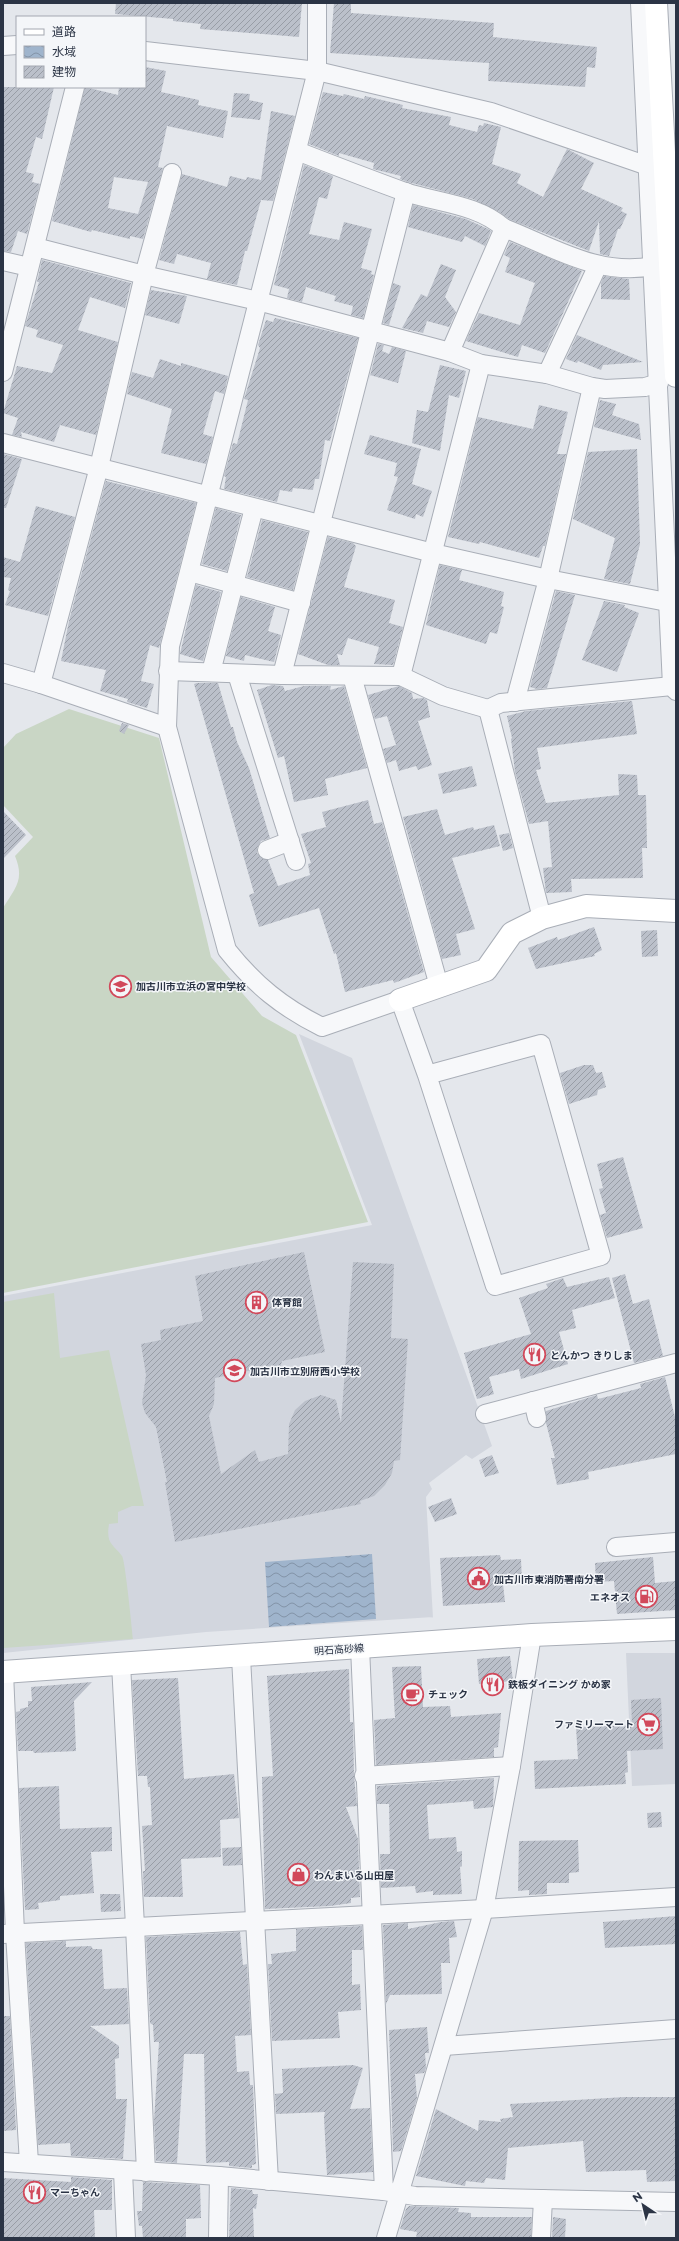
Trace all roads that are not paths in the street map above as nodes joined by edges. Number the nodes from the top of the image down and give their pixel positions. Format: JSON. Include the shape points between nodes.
{"nodes":[{"id":1,"x":317,"y":3,"type":"edge"},
{"id":2,"x":640,"y":3,"type":"edge"},
{"id":3,"x":656,"y":3,"type":"edge"},
{"id":4,"x":16,"y":45,"type":"edge"},
{"id":5,"x":3,"y":46,"type":"edge"},
{"id":6,"x":146,"y":51,"type":"edge"},
{"id":7,"x":317,"y":71,"type":"junction"},
{"id":8,"x":75,"y":88,"type":"edge"},
{"id":9,"x":297,"y":151,"type":"junction"},
{"id":10,"x":648,"y":166,"type":"junction"},
{"id":11,"x":172,"y":173,"type":"dead end"},
{"id":12,"x":406,"y":192,"type":"junction"},
{"id":13,"x":504,"y":228,"type":"junction"},
{"id":14,"x":34,"y":247,"type":"junction"},
{"id":15,"x":3,"y":261,"type":"edge"},
{"id":16,"x":598,"y":265,"type":"junction"},
{"id":17,"x":653,"y":266,"type":"junction"},
{"id":18,"x":29,"y":267,"type":"junction"},
{"id":19,"x":144,"y":275,"type":"junction"},
{"id":20,"x":258,"y":301,"type":"junction"},
{"id":21,"x":370,"y":331,"type":"junction"},
{"id":22,"x":450,"y":352,"type":"junction"},
{"id":23,"x":481,"y":364,"type":"junction"},
{"id":24,"x":3,"y":372,"type":"edge"},
{"id":25,"x":547,"y":374,"type":"junction"},
{"id":26,"x":668,"y":379,"type":"edge"},
{"id":27,"x":592,"y":387,"type":"junction"},
{"id":28,"x":3,"y":443,"type":"edge"},
{"id":29,"x":99,"y":467,"type":"junction"},
{"id":30,"x":210,"y":496,"type":"junction"},
{"id":31,"x":254,"y":508,"type":"junction"},
{"id":32,"x":321,"y":526,"type":"junction"},
{"id":33,"x":433,"y":553,"type":"junction"},
{"id":34,"x":190,"y":572,"type":"junction"},
{"id":35,"x":548,"y":579,"type":"junction"},
{"id":36,"x":234,"y":585,"type":"junction"},
{"id":37,"x":667,"y":602,"type":"junction"},
{"id":38,"x":301,"y":603,"type":"junction"},
{"id":39,"x":168,"y":671,"type":"junction"},
{"id":40,"x":211,"y":672,"type":"junction"},
{"id":41,"x":3,"y":673,"type":"edge"},
{"id":42,"x":237,"y":674,"type":"junction"},
{"id":43,"x":282,"y":675,"type":"junction"},
{"id":44,"x":352,"y":676,"type":"junction"},
{"id":45,"x":401,"y":676,"type":"junction"},
{"id":46,"x":41,"y":684,"type":"junction"},
{"id":47,"x":674,"y":688,"type":"edge"},
{"id":48,"x":515,"y":702,"type":"junction"},
{"id":49,"x":488,"y":708,"type":"junction"},
{"id":50,"x":167,"y":727,"type":"junction"},
{"id":51,"x":290,"y":841,"type":"junction"},
{"id":52,"x":267,"y":850,"type":"dead end"},
{"id":53,"x":296,"y":860,"type":"dead end"},
{"id":54,"x":676,"y":911,"type":"edge"},
{"id":55,"x":542,"y":918,"type":"junction"},
{"id":56,"x":439,"y":986,"type":"junction"},
{"id":57,"x":400,"y":1000,"type":"junction"},
{"id":58,"x":427,"y":1075,"type":"junction"},
{"id":59,"x":676,"y":1363,"type":"edge"},
{"id":60,"x":485,"y":1414,"type":"dead end"},
{"id":61,"x":676,"y":1542,"type":"edge"},
{"id":62,"x":616,"y":1547,"type":"dead end"},
{"id":63,"x":676,"y":1629,"type":"edge"},
{"id":64,"x":532,"y":1636,"type":"junction"},
{"id":65,"x":360,"y":1647,"type":"junction"},
{"id":66,"x":241,"y":1657,"type":"junction"},
{"id":67,"x":121,"y":1664,"type":"junction"},
{"id":68,"x":3,"y":1672,"type":"edge"},
{"id":69,"x":511,"y":1766,"type":"junction"},
{"id":70,"x":364,"y":1776,"type":"junction"},
{"id":71,"x":676,"y":1897,"type":"edge"},
{"id":72,"x":484,"y":1909,"type":"junction"},
{"id":73,"x":371,"y":1915,"type":"junction"},
{"id":74,"x":253,"y":1921,"type":"junction"},
{"id":75,"x":135,"y":1926,"type":"junction"},
{"id":76,"x":9,"y":1934,"type":"edge"},
{"id":77,"x":676,"y":2029,"type":"edge"},
{"id":78,"x":444,"y":2046,"type":"junction"},
{"id":79,"x":3,"y":2162,"type":"edge"},
{"id":80,"x":29,"y":2163,"type":"junction"},
{"id":81,"x":123,"y":2170,"type":"junction"},
{"id":82,"x":146,"y":2172,"type":"junction"},
{"id":83,"x":219,"y":2176,"type":"junction"},
{"id":84,"x":269,"y":2181,"type":"junction"},
{"id":85,"x":391,"y":2192,"type":"junction"},
{"id":86,"x":543,"y":2199,"type":"junction"},
{"id":87,"x":676,"y":2202,"type":"edge"},
{"id":88,"x":126,"y":2238,"type":"edge"},
{"id":89,"x":218,"y":2238,"type":"edge"},
{"id":90,"x":386,"y":2238,"type":"edge"},
{"id":91,"x":541,"y":2238,"type":"edge"}],
"edges":[{"from":1,"to":7,"type":"street"},
{"from":2,"to":10,"type":"street"},
{"from":3,"to":26,"type":"street"},
{"from":4,"to":5,"type":"street"},
{"from":6,"to":7,"type":"street"},
{"from":7,"to":9,"type":"street"},
{"from":7,"to":10,"type":"street","via":[[491,112]]},
{"from":8,"to":14,"type":"street"},
{"from":9,"to":12,"type":"street"},
{"from":9,"to":20,"type":"street"},
{"from":10,"to":17,"type":"street"},
{"from":11,"to":19,"type":"street"},
{"from":12,"to":13,"type":"street","via":[[463,206],[499,223]]},
{"from":12,"to":21,"type":"street"},
{"from":13,"to":16,"type":"street"},
{"from":13,"to":22,"type":"street"},
{"from":14,"to":18,"type":"street"},
{"from":14,"to":19,"type":"street"},
{"from":15,"to":18,"type":"street"},
{"from":16,"to":17,"type":"street","via":[[641,269]]},
{"from":16,"to":25,"type":"street"},
{"from":17,"to":26,"type":"street"},
{"from":18,"to":24,"type":"street"},
{"from":19,"to":20,"type":"street"},
{"from":19,"to":29,"type":"street"},
{"from":20,"to":21,"type":"street"},
{"from":20,"to":30,"type":"street"},
{"from":21,"to":22,"type":"street"},
{"from":21,"to":32,"type":"street"},
{"from":22,"to":23,"type":"street"},
{"from":23,"to":25,"type":"street"},
{"from":23,"to":33,"type":"street"},
{"from":25,"to":27,"type":"street"},
{"from":26,"to":27,"type":"street","via":[[645,387]]},
{"from":26,"to":37,"type":"street"},
{"from":27,"to":35,"type":"street"},
{"from":28,"to":29,"type":"street"},
{"from":29,"to":30,"type":"street"},
{"from":29,"to":46,"type":"street"},
{"from":30,"to":31,"type":"street"},
{"from":30,"to":34,"type":"street"},
{"from":31,"to":32,"type":"street"},
{"from":31,"to":36,"type":"street"},
{"from":32,"to":33,"type":"street"},
{"from":32,"to":38,"type":"street"},
{"from":33,"to":35,"type":"street"},
{"from":33,"to":45,"type":"street"},
{"from":34,"to":36,"type":"street"},
{"from":34,"to":39,"type":"street","via":[[170,646]]},
{"from":35,"to":37,"type":"street"},
{"from":35,"to":48,"type":"street"},
{"from":36,"to":38,"type":"street"},
{"from":36,"to":40,"type":"street"},
{"from":37,"to":47,"type":"street"},
{"from":38,"to":43,"type":"street"},
{"from":39,"to":40,"type":"street"},
{"from":39,"to":50,"type":"street"},
{"from":40,"to":42,"type":"street"},
{"from":41,"to":46,"type":"street"},
{"from":42,"to":43,"type":"street"},
{"from":42,"to":51,"type":"street"},
{"from":43,"to":44,"type":"street"},
{"from":44,"to":45,"type":"street"},
{"from":44,"to":56,"type":"street"},
{"from":45,"to":49,"type":"street","via":[[443,696]]},
{"from":46,"to":50,"type":"street"},
{"from":47,"to":48,"type":"street"},
{"from":48,"to":49,"type":"street","via":[[501,703]]},
{"from":49,"to":55,"type":"street"},
{"from":50,"to":57,"type":"street","via":[[227,950],[247,975],[291,1011],[322,1027]]},
{"from":51,"to":52,"type":"street"},
{"from":51,"to":53,"type":"street"},
{"from":54,"to":55,"type":"street","via":[[586,906]]},
{"from":55,"to":56,"type":"street","via":[[512,933],[486,970]]},
{"from":56,"to":57,"type":"street"},
{"from":57,"to":58,"type":"street"},
{"from":58,"to":58,"type":"street","via":[[495,1286],[601,1256],[541,1044]]},
{"from":59,"to":60,"type":"street","via":[[535,1409]]},
{"from":61,"to":62,"type":"street"},
{"from":63,"to":64,"type":"street","name":"明石高砂線"},
{"from":64,"to":65,"type":"street","name":"明石高砂線"},
{"from":64,"to":69,"type":"street"},
{"from":65,"to":66,"type":"street","name":"明石高砂線"},
{"from":65,"to":70,"type":"street"},
{"from":66,"to":67,"type":"street","name":"明石高砂線"},
{"from":66,"to":74,"type":"street"},
{"from":67,"to":68,"type":"street","name":"明石高砂線"},
{"from":67,"to":75,"type":"street"},
{"from":68,"to":76,"type":"street"},
{"from":69,"to":70,"type":"street"},
{"from":69,"to":72,"type":"street"},
{"from":70,"to":73,"type":"street"},
{"from":71,"to":72,"type":"street"},
{"from":72,"to":73,"type":"street"},
{"from":72,"to":78,"type":"street"},
{"from":73,"to":74,"type":"street"},
{"from":73,"to":85,"type":"street"},
{"from":74,"to":75,"type":"street"},
{"from":74,"to":84,"type":"street"},
{"from":75,"to":76,"type":"street"},
{"from":75,"to":82,"type":"street"},
{"from":76,"to":80,"type":"street"},
{"from":77,"to":78,"type":"street"},
{"from":78,"to":85,"type":"street"},
{"from":79,"to":80,"type":"street"},
{"from":80,"to":81,"type":"street"},
{"from":81,"to":82,"type":"street"},
{"from":81,"to":88,"type":"street"},
{"from":82,"to":83,"type":"street"},
{"from":83,"to":84,"type":"street"},
{"from":83,"to":89,"type":"street"},
{"from":84,"to":85,"type":"street"},
{"from":85,"to":86,"type":"street","via":[[415,2196]]},
{"from":85,"to":90,"type":"street"},
{"from":86,"to":87,"type":"street"},
{"from":86,"to":91,"type":"street"}]}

What is being asked: Reproduce each line of the records in which the word "edges" appears.

Response for this exercise:
Trace all roads that are not paths in the street map above as nodes joined by edges. Number the nodes from the top of the image down and give their pixel positions. Format: JSON. Include the shape points between nodes.
"edges":[{"from":1,"to":7,"type":"street"},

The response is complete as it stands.